Kavish Parekh: Understood, sir. Thanks a lot. I will join the queue again. Thank you.
Moderator: Thank you. The next question is from the line of Arun Prasath from Avendus Spark. Please go ahead.
Arun Prasath: Yes, good evening, Arun Prasath from Avendus Spark here. Thanks for the opportunity. So, continuing the discussion on the asset-light model, can you just throw some light on how does this framework work from our perspective? I mean, if you are opening say 100 screens. What you will do it for the, what you opt for FOCO model and what you will opt for the asset-light model? And which one will you be completely putting 100% of your CAPEX? Or is it left to the, option is left to the developer, or do we have some say in this? So, can you just help us understanding this, this framework? How do we distribute the new screen buckets among these, these 3 buckets?
Gaurav Sharma: Sure, Arun. I think as explained by Pramod earlier, the strategy is to leverage the brand now and the market presence and scale to drive growth towards more capital efficient screen openings. I think we will continue to have these, all the three models working in the market. Lease model will be there. Again, these conversations will be dependent on location, market, developers. In, in, in certain locations, we would prefer to go with these model. In certain locations, the preference will be with asset-light or management contract models. We have also mentioned that, majority of new screen openings from the next financial year will be an undercapitalized model. So, that sort of gives you a directional sense. It is hard for us to quantify how many screens will be there. But we have signed 100 screens and as they open up over the course of next two years to three years, we will see incrementally more new screen additions under this mode. But we will also have you know lease models are the older model working in certain parts of the country with certain developers in certain markets.
Arun Prasath: So, I was asking slightly a different question. Say you have, you want to do, go for a management fee model versus, where the developer has to pitch in say 50% - 60% CAPEX. So, between these two say given a location, do you have anything say on this or the developer comes out and says that, okay, I want to put 100% CAPEX. No, I will only be putting…..
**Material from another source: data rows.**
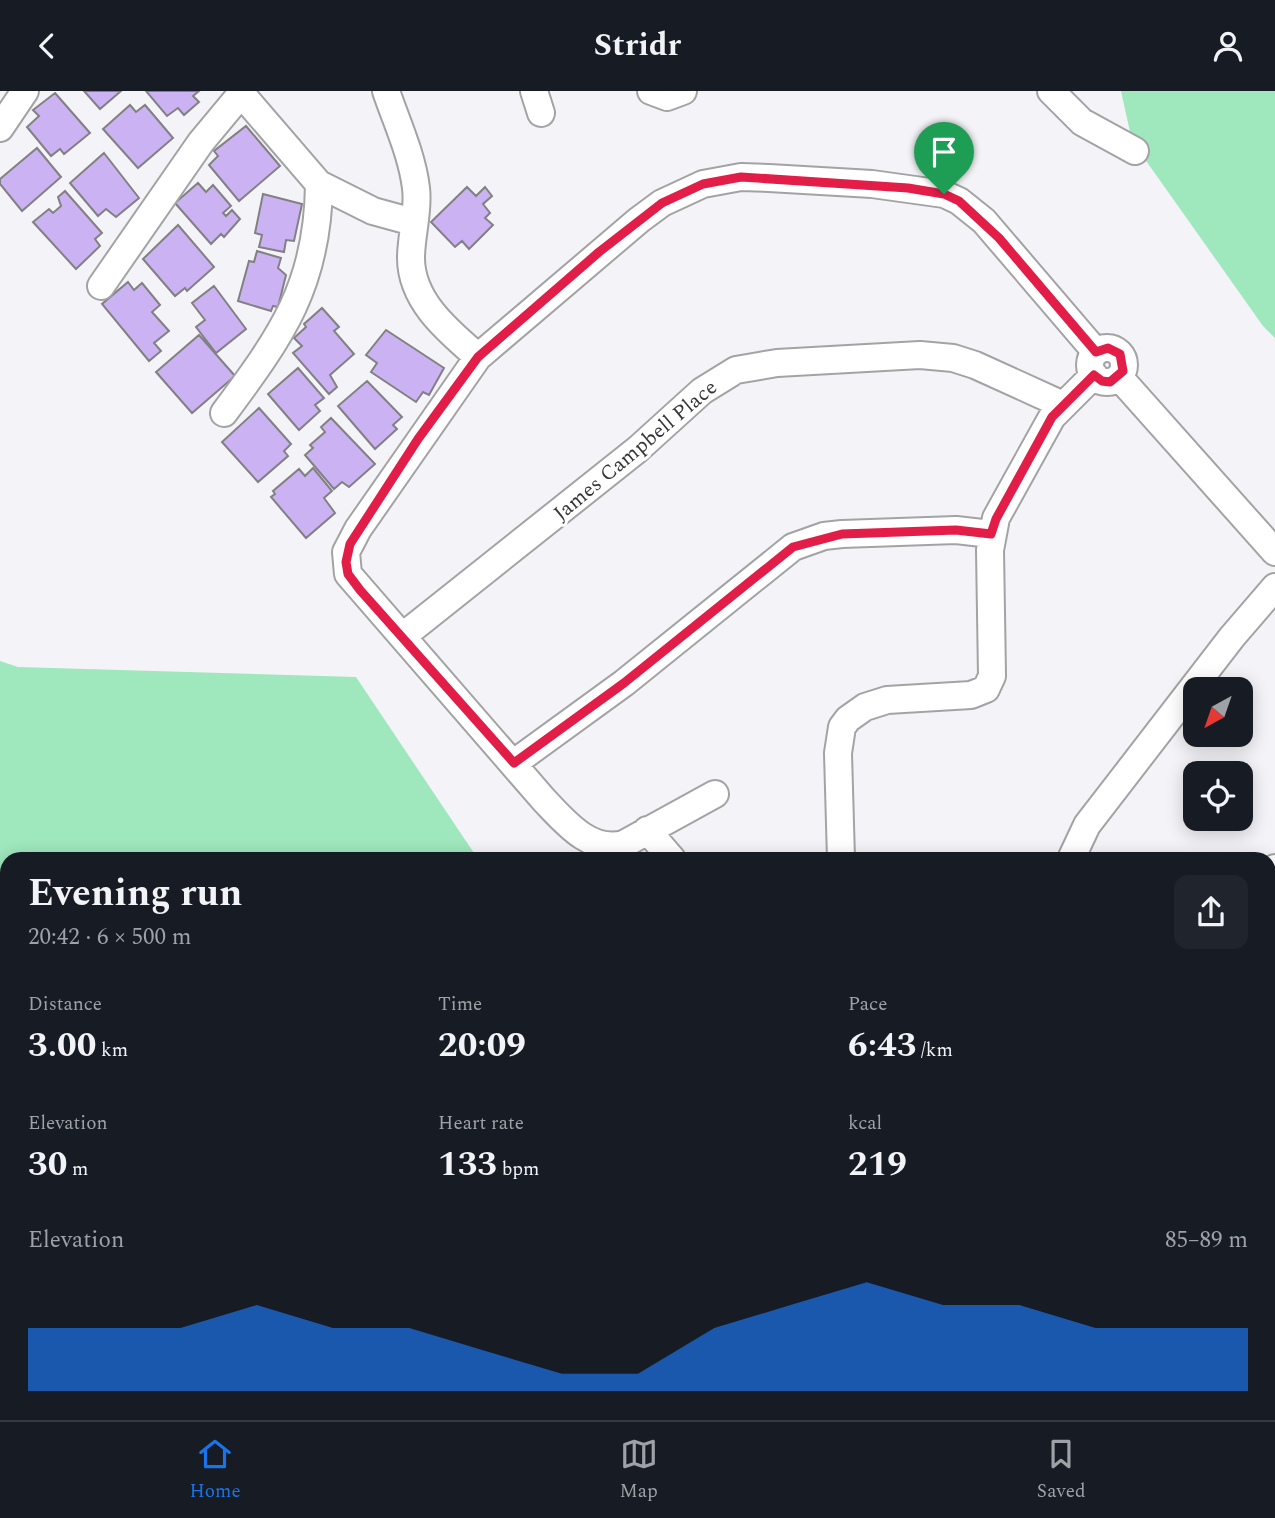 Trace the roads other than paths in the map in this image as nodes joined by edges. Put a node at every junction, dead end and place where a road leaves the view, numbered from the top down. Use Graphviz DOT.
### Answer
graph roads {
  1 [pos="25,91"];
  2 [pos="386,91"];
  3 [pos="651,91"];
  4 [pos="683,91"];
  5 [pos="1051,91"];
  6 [pos="240,92"];
  7 [pos="0,128"];
  8 [pos="1135,151"];
  9 [pos="319,184"];
  10 [pos="413,222"];
  11 [pos="101,286"];
  12 [pos="478,357"];
  13 [pos="1103,368"];
  14 [pos="1063,405"];
  15 [pos="224,413"];
  16 [pos="991,534"];
  17 [pos="1275,552"];
  18 [pos="1275,587"];
  19 [pos="403,636"];
  20 [pos="514,763"];
  21 [pos="715,794"];
  22 [pos="648,830"];
  23 [pos="666,852"];
  24 [pos="841,852"];
  25 [pos="1074,852"];
  1 -- 7 [label="street"];
  2 -- 10 [label="street"];
  3 -- 4 [label="street"];
  5 -- 8 [label="street"];
  6 -- 9 [label="street"];
  6 -- 11 [label="street"];
  9 -- 10 [label="street"];
  9 -- 15 [label="street"];
  10 -- 12 [label="street"];
  12 -- 13 [label="street"];
  12 -- 19 [label="street"];
  13 -- 14 [label="street"];
  13 -- 17 [label="street"];
  14 -- 16 [label="street"];
  14 -- 19 [label="street, James Campbell Place"];
  16 -- 20 [label="street"];
  16 -- 24 [label="street"];
  18 -- 25 [label="street"];
  19 -- 20 [label="street"];
  20 -- 22 [label="street"];
  21 -- 22 [label="street"];
  22 -- 23 [label="street"];
}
Pramod Arora: It will be different strokes for different folks. So, each of the location or development represents a unique proposition or a unique opportunity. So, it will be very difficult or extremely impossible to suggest that, that which will be the preferred model, that is one. Our preference is absolutely clear that in certain markets it can only be FOCO in certain markets. We would basically have an option for an asset-light model. So, it will be given on a unique case to case basis. There will be no one shoe fits for all, one size fits for all sort of strategy.
Arun Prasath: Okay. Let me, frame it in a different manner. What kind of developers are interested in say, FOCO models? And what kind of developers are interested in say, the, the asset-light model? Is it like more like…..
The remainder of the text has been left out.